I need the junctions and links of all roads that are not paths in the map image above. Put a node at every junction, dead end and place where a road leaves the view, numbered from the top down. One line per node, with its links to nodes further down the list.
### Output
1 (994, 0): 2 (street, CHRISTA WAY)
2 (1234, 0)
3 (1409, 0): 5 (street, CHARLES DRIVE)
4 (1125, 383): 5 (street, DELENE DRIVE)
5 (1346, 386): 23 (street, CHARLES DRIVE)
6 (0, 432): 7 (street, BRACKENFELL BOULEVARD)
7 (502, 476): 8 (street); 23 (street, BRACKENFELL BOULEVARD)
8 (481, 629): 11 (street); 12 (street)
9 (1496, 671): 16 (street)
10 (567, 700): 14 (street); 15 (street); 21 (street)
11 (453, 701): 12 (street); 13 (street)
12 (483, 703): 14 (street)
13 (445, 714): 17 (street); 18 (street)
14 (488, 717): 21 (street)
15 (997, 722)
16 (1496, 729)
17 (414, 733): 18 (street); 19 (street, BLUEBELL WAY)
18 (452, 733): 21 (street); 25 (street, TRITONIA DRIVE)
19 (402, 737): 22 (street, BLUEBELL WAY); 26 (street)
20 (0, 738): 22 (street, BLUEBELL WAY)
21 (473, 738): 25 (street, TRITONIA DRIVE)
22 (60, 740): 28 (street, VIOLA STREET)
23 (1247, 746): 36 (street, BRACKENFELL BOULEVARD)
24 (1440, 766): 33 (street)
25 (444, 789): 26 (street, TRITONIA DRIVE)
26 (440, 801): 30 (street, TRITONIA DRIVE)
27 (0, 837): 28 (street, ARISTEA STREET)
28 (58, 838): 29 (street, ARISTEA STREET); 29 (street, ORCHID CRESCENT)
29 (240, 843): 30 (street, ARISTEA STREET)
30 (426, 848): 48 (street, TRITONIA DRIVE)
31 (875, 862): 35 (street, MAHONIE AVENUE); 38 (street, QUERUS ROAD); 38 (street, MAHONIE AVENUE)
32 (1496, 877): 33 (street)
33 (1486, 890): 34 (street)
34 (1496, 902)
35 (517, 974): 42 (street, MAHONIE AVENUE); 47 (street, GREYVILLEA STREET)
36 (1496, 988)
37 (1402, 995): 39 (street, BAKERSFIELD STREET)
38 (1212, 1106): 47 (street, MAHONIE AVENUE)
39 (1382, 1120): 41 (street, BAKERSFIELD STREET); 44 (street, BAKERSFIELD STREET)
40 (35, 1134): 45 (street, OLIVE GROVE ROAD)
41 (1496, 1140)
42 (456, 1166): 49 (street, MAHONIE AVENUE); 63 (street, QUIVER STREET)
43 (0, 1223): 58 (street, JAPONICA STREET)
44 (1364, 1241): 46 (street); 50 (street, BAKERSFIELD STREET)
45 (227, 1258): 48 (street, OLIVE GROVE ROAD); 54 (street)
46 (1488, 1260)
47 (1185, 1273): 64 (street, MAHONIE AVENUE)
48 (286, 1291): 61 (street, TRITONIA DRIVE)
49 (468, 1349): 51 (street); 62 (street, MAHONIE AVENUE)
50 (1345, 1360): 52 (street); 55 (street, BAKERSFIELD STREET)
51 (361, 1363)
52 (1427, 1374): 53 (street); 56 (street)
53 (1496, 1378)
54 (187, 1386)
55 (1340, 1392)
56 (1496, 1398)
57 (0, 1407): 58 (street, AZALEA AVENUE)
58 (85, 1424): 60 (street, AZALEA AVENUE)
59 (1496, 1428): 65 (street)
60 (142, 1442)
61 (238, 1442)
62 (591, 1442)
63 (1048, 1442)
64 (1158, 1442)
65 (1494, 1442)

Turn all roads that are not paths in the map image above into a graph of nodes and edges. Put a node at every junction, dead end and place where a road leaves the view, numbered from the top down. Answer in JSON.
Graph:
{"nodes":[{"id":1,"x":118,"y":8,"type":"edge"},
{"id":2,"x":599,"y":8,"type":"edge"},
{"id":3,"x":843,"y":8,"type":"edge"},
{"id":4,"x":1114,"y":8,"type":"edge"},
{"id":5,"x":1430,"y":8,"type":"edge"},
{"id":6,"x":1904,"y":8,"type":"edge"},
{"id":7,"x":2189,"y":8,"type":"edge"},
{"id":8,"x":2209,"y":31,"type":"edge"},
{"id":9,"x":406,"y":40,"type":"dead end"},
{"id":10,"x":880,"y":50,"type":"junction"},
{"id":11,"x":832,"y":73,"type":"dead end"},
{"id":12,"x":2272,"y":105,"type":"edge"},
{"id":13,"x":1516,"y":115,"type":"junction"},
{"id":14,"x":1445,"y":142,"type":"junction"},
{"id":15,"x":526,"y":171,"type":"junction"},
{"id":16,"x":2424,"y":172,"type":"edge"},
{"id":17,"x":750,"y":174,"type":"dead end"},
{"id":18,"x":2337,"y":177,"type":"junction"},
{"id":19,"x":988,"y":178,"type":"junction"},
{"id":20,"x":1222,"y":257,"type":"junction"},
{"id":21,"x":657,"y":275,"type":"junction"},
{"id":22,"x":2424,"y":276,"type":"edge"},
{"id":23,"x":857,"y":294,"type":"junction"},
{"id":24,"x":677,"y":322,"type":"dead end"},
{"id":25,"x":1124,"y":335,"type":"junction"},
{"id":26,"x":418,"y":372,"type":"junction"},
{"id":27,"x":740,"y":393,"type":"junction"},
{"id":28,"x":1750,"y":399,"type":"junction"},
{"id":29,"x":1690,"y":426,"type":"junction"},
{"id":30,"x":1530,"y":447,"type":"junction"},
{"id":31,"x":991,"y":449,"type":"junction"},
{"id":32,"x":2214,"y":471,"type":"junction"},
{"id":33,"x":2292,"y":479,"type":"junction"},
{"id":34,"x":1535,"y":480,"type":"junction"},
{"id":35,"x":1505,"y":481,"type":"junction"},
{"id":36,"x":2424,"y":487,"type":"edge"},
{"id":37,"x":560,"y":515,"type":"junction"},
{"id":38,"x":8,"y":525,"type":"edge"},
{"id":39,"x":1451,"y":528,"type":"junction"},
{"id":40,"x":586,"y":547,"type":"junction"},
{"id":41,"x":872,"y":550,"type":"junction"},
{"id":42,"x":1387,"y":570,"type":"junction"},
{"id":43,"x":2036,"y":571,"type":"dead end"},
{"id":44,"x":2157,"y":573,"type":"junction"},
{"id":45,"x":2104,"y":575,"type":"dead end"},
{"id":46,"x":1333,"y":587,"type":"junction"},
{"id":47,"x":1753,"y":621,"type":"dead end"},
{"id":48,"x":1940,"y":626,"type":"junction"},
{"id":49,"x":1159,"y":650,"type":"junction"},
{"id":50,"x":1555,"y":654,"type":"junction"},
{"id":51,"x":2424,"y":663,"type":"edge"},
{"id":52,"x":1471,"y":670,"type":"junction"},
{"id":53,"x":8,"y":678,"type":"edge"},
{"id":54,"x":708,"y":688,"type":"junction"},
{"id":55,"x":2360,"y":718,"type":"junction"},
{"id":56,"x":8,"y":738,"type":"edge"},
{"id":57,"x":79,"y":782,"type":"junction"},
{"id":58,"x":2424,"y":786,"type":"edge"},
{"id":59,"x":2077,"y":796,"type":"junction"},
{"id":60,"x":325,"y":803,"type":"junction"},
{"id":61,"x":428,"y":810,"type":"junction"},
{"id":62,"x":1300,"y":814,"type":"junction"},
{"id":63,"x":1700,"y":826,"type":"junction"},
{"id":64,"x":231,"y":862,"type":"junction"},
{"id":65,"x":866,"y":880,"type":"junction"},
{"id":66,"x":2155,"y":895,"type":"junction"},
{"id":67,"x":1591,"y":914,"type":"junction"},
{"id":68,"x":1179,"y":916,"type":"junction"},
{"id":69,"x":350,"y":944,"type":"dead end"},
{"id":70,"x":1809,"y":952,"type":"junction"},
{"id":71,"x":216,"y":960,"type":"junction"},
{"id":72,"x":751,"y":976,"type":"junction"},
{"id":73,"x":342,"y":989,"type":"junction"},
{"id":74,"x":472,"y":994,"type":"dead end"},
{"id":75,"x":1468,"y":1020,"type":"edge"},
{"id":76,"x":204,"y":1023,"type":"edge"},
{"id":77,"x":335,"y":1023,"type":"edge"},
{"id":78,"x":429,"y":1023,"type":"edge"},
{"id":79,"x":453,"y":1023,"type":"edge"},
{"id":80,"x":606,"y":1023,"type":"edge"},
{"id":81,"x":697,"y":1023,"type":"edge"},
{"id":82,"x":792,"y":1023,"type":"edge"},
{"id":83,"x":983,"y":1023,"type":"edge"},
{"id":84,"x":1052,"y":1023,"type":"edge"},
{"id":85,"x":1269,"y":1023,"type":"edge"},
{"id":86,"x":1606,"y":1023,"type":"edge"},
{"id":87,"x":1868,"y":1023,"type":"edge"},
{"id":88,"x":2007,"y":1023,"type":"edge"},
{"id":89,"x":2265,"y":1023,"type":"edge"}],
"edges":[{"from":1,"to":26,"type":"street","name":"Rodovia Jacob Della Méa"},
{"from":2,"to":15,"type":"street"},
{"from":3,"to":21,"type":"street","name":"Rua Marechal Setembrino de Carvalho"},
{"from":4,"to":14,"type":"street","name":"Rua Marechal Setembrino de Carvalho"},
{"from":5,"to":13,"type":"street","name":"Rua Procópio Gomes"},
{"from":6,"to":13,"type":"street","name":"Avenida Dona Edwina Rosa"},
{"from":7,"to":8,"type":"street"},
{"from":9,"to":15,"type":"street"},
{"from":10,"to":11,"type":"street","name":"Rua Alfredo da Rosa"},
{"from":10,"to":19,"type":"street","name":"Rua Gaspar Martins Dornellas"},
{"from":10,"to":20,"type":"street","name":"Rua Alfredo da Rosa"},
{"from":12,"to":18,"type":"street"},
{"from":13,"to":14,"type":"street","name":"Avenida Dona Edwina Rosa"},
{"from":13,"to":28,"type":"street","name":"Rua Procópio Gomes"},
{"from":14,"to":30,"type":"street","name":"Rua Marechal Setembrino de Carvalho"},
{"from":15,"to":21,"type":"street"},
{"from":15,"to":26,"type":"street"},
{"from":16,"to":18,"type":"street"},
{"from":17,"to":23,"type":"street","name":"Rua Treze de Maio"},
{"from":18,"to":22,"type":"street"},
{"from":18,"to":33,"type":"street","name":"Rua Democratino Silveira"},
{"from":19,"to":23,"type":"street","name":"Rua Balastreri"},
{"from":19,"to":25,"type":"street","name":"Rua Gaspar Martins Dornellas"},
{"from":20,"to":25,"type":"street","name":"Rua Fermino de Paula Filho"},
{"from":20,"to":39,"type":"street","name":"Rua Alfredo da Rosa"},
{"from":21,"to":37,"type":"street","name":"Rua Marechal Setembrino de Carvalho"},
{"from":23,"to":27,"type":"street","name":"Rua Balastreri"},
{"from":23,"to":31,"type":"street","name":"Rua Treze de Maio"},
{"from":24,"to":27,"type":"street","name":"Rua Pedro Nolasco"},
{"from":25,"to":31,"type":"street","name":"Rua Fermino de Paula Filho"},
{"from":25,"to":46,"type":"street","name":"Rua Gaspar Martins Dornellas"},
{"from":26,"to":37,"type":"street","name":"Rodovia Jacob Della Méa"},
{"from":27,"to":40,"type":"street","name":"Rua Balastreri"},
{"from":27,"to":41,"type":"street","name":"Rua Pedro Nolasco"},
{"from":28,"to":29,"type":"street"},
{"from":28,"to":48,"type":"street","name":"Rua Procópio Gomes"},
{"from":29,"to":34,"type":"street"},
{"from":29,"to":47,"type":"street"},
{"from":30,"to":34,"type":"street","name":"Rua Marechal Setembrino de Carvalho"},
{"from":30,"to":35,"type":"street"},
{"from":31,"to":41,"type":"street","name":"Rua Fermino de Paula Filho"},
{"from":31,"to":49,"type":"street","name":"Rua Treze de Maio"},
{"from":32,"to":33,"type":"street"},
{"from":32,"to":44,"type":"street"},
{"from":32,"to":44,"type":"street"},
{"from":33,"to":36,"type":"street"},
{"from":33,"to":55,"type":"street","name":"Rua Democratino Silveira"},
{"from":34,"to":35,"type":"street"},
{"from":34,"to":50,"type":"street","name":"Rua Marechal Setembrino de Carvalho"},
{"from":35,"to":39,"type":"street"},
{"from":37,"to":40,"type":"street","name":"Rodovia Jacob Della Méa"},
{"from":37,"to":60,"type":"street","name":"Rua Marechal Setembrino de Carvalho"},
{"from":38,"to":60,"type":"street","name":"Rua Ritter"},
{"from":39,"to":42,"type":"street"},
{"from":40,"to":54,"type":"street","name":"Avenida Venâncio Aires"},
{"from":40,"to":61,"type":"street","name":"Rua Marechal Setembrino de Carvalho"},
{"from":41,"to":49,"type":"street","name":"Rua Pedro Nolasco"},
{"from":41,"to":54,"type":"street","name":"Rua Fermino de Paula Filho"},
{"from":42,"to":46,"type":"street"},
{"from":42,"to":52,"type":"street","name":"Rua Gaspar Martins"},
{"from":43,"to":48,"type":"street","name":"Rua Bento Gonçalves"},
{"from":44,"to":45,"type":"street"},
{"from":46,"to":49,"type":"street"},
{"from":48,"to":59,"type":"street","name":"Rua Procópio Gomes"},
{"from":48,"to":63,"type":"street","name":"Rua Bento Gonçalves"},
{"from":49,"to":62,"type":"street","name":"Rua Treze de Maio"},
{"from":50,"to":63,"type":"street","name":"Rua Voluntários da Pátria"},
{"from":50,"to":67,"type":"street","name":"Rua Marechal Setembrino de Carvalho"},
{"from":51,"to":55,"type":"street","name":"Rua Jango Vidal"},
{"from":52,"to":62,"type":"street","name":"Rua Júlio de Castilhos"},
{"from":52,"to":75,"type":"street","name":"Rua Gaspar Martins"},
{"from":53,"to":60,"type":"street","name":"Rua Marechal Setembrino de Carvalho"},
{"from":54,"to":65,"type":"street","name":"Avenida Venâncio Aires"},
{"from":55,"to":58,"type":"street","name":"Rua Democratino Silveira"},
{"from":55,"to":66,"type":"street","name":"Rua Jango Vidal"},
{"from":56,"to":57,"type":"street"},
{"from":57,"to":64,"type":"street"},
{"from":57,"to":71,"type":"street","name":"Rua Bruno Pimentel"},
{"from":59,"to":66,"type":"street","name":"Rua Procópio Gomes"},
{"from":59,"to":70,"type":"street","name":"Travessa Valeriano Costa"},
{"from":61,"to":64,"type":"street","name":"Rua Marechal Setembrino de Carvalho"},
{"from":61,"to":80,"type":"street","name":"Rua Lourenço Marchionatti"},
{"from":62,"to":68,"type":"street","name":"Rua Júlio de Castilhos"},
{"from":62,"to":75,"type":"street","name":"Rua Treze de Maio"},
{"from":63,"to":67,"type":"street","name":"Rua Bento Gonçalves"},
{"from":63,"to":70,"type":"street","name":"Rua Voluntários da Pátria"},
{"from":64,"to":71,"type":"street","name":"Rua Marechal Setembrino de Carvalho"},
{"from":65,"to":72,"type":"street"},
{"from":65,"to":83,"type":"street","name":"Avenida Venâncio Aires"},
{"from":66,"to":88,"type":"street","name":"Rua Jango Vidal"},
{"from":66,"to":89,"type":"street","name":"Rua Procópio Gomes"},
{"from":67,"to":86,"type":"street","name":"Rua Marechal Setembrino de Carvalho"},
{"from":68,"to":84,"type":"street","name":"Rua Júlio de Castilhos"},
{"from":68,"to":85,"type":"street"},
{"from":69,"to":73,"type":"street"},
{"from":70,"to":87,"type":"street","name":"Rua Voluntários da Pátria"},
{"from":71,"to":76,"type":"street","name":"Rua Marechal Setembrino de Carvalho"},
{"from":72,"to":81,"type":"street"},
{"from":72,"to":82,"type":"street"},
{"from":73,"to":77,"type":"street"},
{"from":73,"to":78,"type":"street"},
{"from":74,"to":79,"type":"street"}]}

TASK ITEM
Copy out each line of the data that includes the string "Bento".

TASK RESPONSE
{"from":43,"to":48,"type":"street","name":"Rua Bento Gonçalves"},
{"from":48,"to":63,"type":"street","name":"Rua Bento Gonçalves"},
{"from":63,"to":67,"type":"street","name":"Rua Bento Gonçalves"},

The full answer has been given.